ENTRIES SUPPLIED →
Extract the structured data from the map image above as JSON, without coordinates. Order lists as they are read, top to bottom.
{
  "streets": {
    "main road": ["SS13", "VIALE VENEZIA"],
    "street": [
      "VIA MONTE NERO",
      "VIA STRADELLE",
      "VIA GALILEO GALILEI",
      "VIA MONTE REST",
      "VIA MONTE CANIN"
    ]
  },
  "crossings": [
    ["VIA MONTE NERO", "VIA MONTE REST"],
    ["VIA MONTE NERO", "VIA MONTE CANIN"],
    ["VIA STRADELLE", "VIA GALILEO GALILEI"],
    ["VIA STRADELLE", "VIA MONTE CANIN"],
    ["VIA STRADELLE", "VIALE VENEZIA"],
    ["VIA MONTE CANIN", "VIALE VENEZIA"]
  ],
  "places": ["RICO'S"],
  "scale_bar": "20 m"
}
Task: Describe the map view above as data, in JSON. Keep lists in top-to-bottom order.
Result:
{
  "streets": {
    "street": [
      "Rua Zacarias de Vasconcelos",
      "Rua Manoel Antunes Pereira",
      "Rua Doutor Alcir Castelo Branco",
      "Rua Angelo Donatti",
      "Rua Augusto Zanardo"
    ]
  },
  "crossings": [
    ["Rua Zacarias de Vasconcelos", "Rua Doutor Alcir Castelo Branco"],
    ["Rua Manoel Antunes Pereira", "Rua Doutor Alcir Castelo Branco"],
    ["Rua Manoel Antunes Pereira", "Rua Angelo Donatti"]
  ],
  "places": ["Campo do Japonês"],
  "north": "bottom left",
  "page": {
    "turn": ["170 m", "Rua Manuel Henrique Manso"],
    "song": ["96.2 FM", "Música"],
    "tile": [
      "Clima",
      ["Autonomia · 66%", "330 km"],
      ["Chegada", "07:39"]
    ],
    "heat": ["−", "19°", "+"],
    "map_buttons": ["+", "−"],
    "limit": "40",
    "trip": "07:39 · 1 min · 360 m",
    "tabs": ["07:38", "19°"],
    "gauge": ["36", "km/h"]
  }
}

WHAT YOU SHOULD DO →
All lines of the material that contain the string "data" are to be copied.

ANSWER FOR THE TASK →
Extract the structured data from the map image above as JSON, without coordinates. Order lists as they are read, top to bottom.
Task: Describe the map view above as data, in JSON. Keep lists in top-to-bottom order.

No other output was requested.